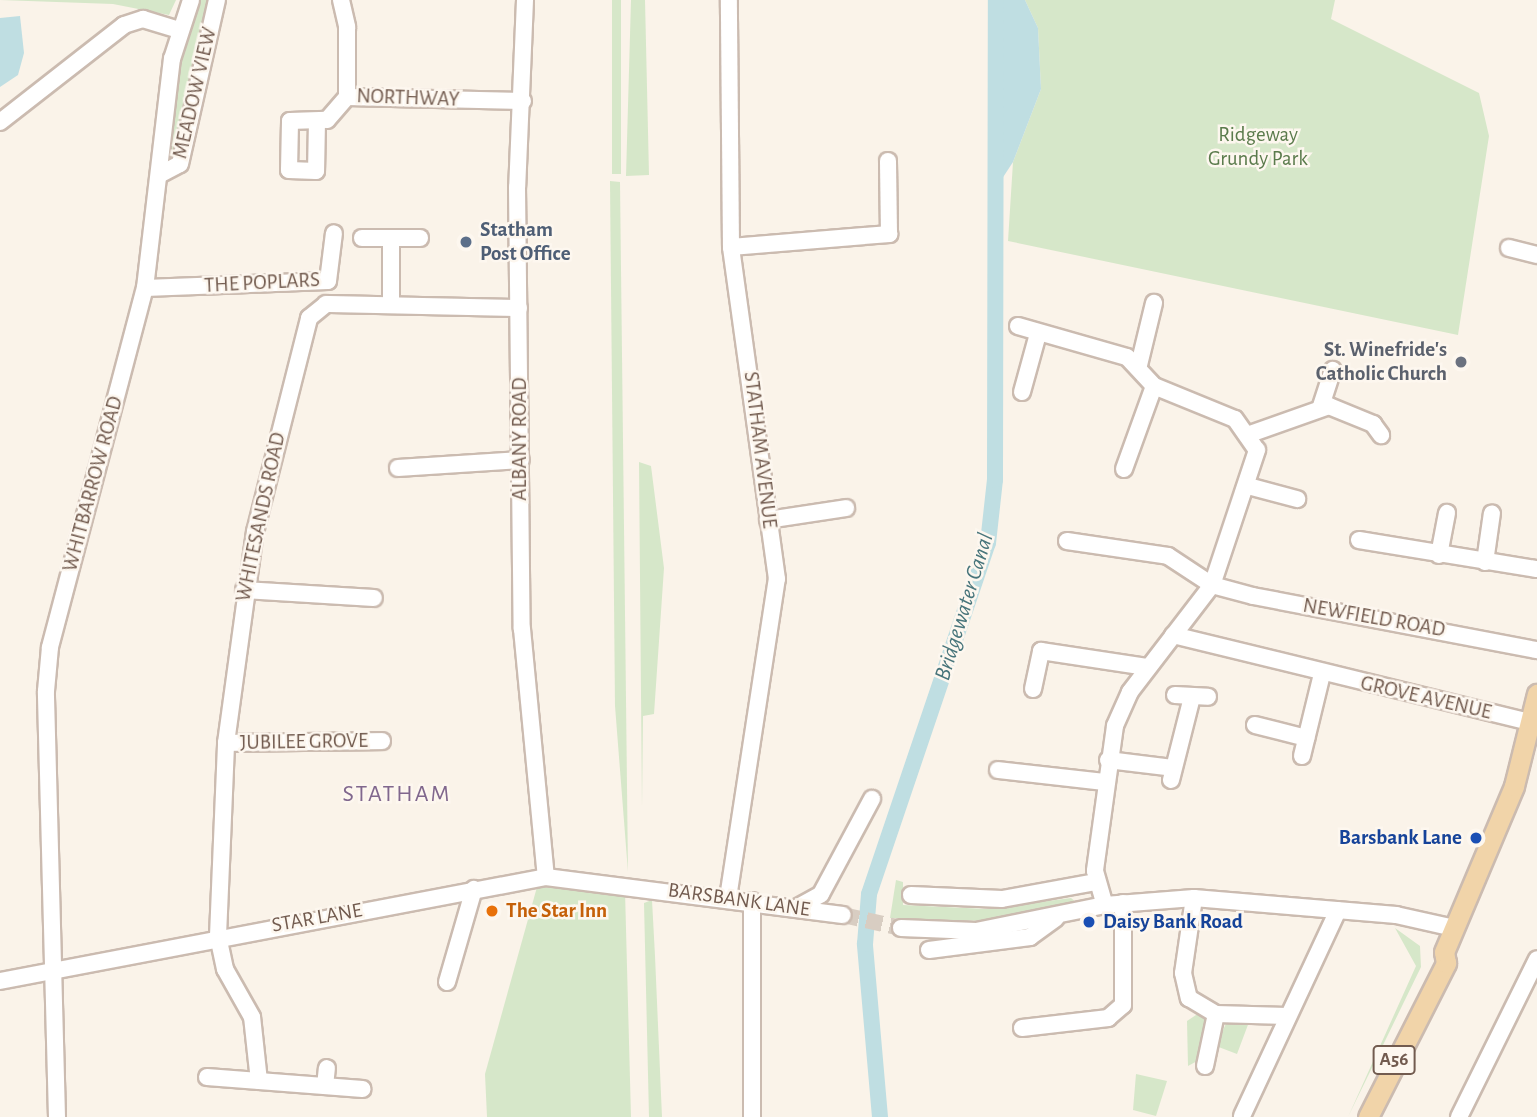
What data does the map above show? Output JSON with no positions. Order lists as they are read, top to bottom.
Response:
{
  "streets": {
    "main road": ["A56"],
    "street": [
      "MEADOW VIEW",
      "NORTHWAY",
      "THE POPLARS",
      "ALBANY ROAD",
      "STATHAM AVENUE",
      "WHITBARROW ROAD",
      "WHITESANDS ROAD",
      "NEWFIELD ROAD",
      "GROVE AVENUE",
      "JUBILEE GROVE",
      "BARSBANK LANE",
      "STAR LANE"
    ]
  },
  "crossings": [
    ["MEADOW VIEW", "WHITBARROW ROAD"],
    ["NORTHWAY", "ALBANY ROAD"],
    ["THE POPLARS", "WHITBARROW ROAD"],
    ["ALBANY ROAD", "WHITESANDS ROAD"],
    ["ALBANY ROAD", "STAR LANE"],
    ["STATHAM AVENUE", "BARSBANK LANE"],
    ["WHITBARROW ROAD", "STAR LANE"],
    ["WHITESANDS ROAD", "JUBILEE GROVE"],
    ["WHITESANDS ROAD", "STAR LANE"],
    ["GROVE AVENUE", "A56"],
    ["BARSBANK LANE", "STAR LANE"]
  ],
  "districts": ["STATHAM"],
  "water": ["Bridgewater Canal"],
  "parks": ["Ridgeway Grundy Park"],
  "places": [
    "Statham Post Office",
    "St. Winefride's Catholic Church",
    "Barsbank Lane",
    "The Star Inn",
    "Daisy Bank Road"
  ]
}
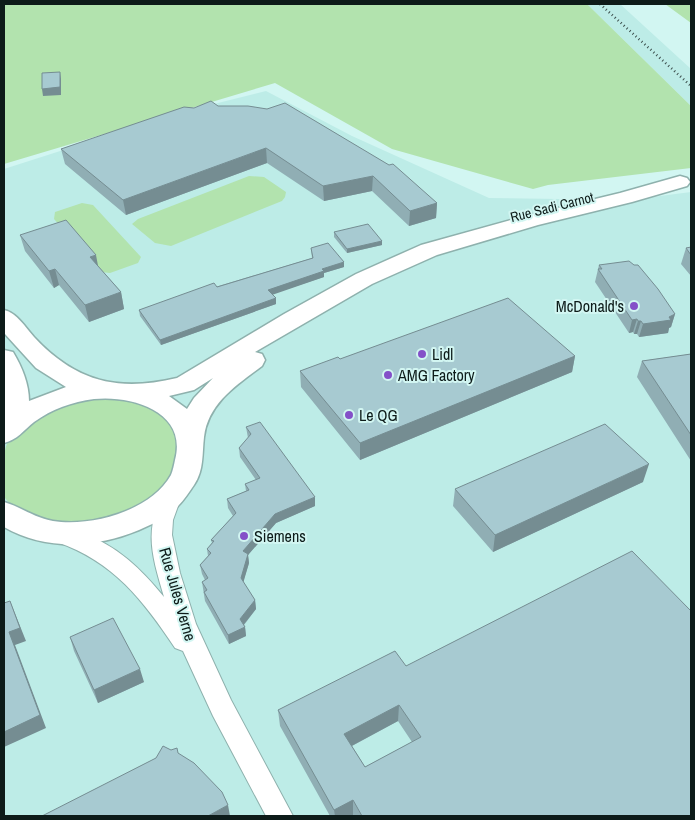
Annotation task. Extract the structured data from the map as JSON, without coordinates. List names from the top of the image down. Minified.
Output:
{"streets":{"main road":["Rue Sadi Carnot"],"street":["Rue Jules Verne"]},"crossings":[["Rue Sadi Carnot","Rue Jules Verne"]],"places":["McDonald's","Lidl","AMG Factory","Le QG","Siemens"]}
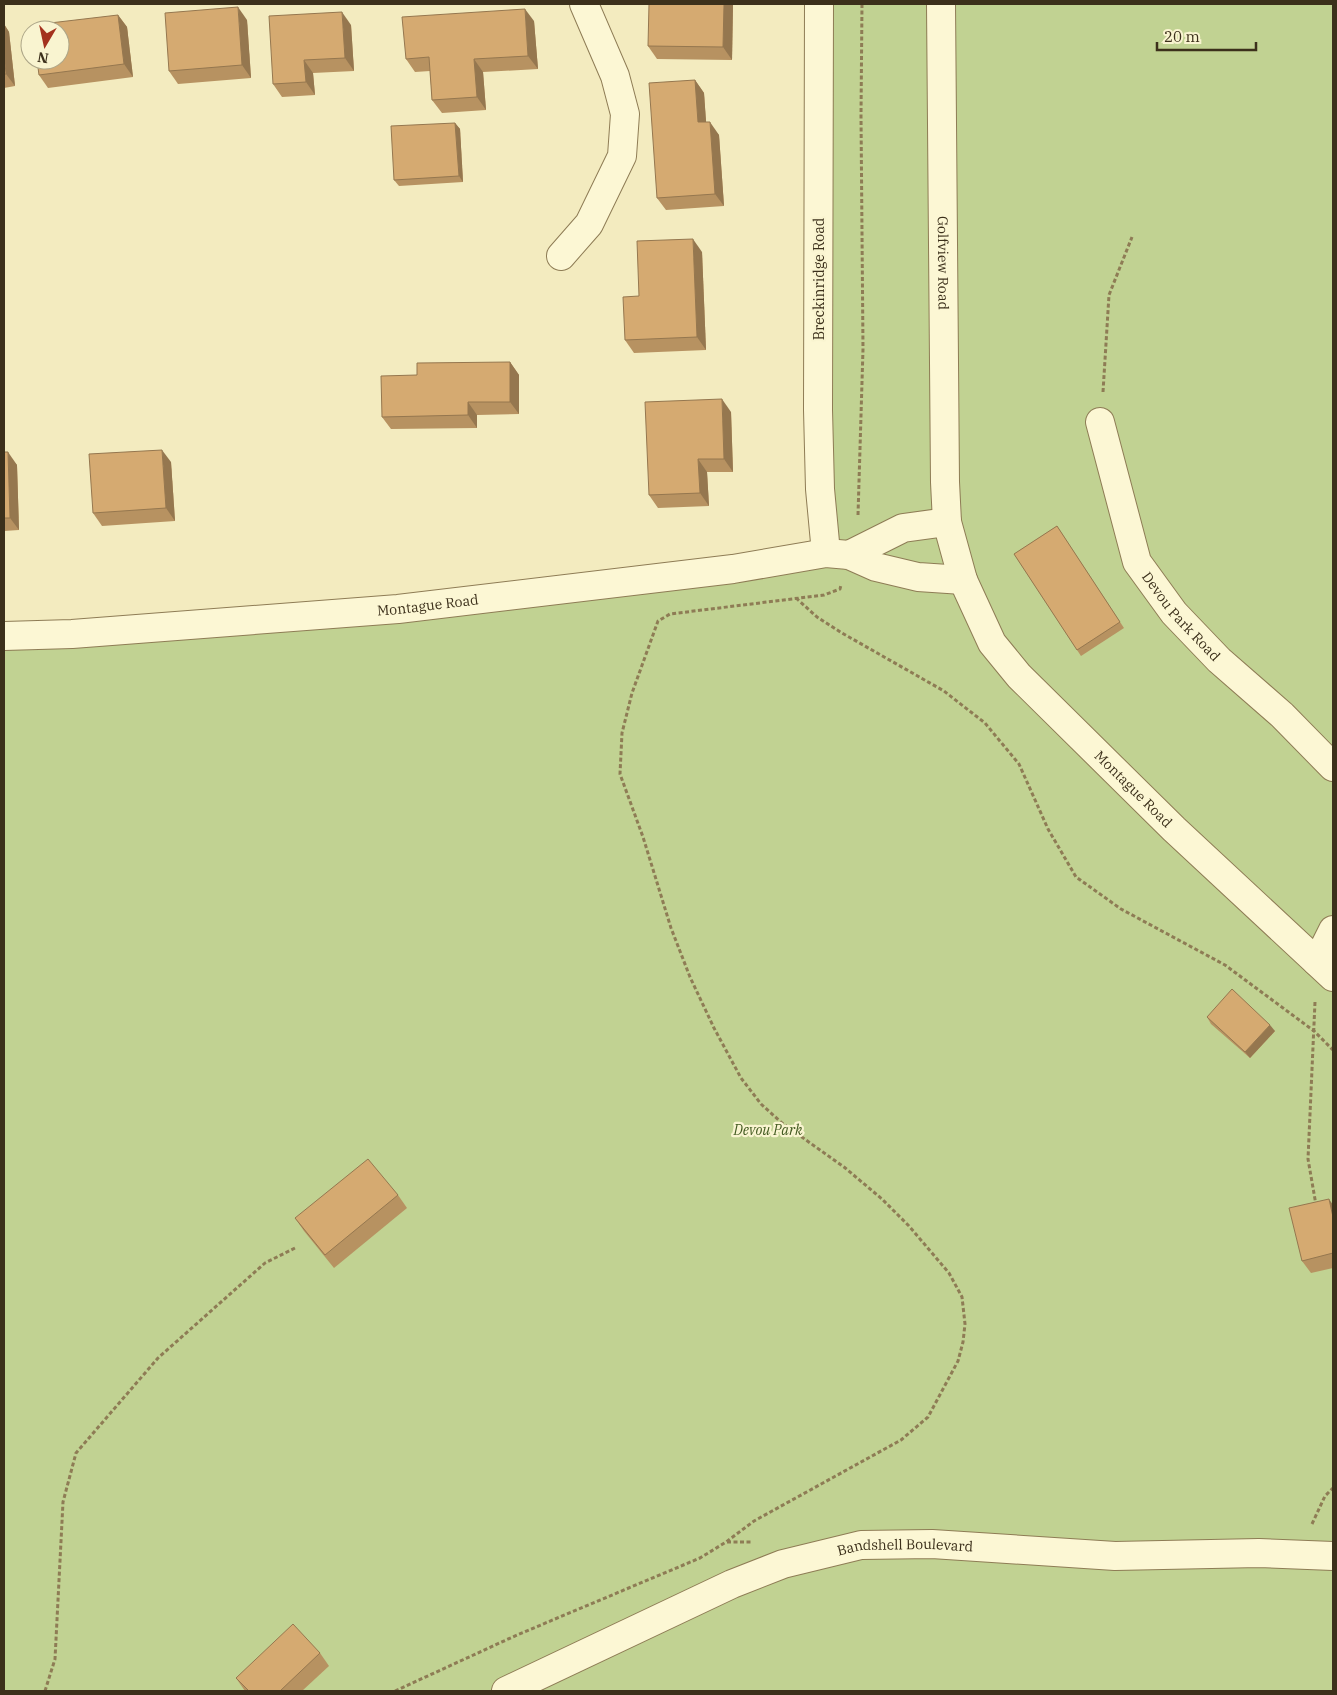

◆ **Problem**:
Select every line of the records holding the string "data".

◆ **Response to this task**:
What data does the map above show? Output JSON with no positions. Order lists as they are read, top to bottom.
Annotation task. Extract the structured data from the map as JSON, without coordinates. List names from the top of the image down. Minified.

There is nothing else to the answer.